Lebih lanjut Reskiana menjelaskan, pengecekan proyek sumur dalam yang telah rampung ini, merupakan tugas fungsi pelaksanaan TP4D dalam hal legal audit

“Kita lakukan pengecekan pembayaran, apakah telah sesuai progres, sesuaiĀ  rencana anggaran biaya (RAB) dan apakah sesuai spek, yang ada” kata Reskiana yang juga pembina TP4D.
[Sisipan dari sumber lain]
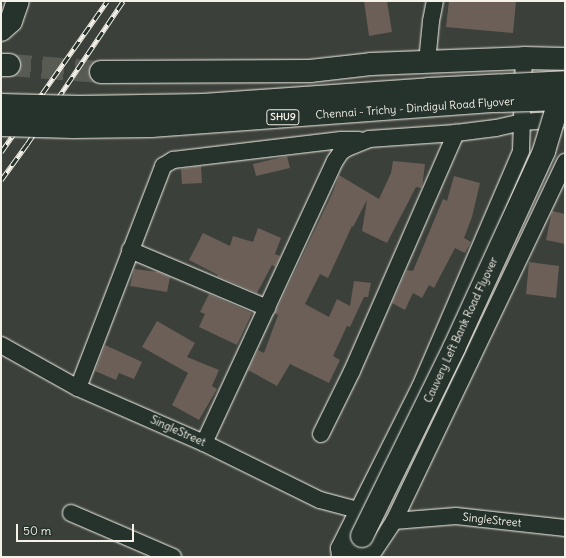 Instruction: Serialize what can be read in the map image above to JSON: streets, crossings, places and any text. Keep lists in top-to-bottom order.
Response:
{
  "streets": {
    "main road": ["Chennai - Trichy - Dindigul Road Flyover", "SHU9", "Cauvery Left Bank Road Flyover"],
    "street": ["SingleStreet"]
  },
  "crossings": [
    ["Chennai - Trichy - Dindigul Road Flyover", "Cauvery Left Bank Road Flyover"]
  ],
  "scale_bar": "50 m"
}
Sementara, Ketua TP4D Kejari Parepare, Amiruddin, menambahkan, jika rekanan akan diberikan kesempatan untuk memperbaiki sebelum habis masa pemeliharaan proyek

” Jika ditemukan ada yang tidak sesuai dengan hasil yang diinginkan, maka kami tetap beri rekanan kesempatan untuk memperbaiki selama enam bulan ke depan atau sebelum habis masa pemeliharaan. Jika tidak dilakukan perbaikan, maka kita akan proses sesuai pelanggaran yang dilakukan,” ungkapnya.

Terpisah, Penjabat Pembuat Komitmen (PPK) Proyek Sumur Dalam, Suhandi, mengaku, jika proyek tersebut dimulai pengerjaannya 27 Juli hingga Desember 2017 lalu. Dimana saat ini telah rampung 100 persen.

“Proyek ini telah rampung 100 persen. Hanya saja progres keuangannya baru 98 persen, yang artinya masih ada 2 persen yang belum dibayarkan hingga masa pemeliharaan berakhir,” katanya.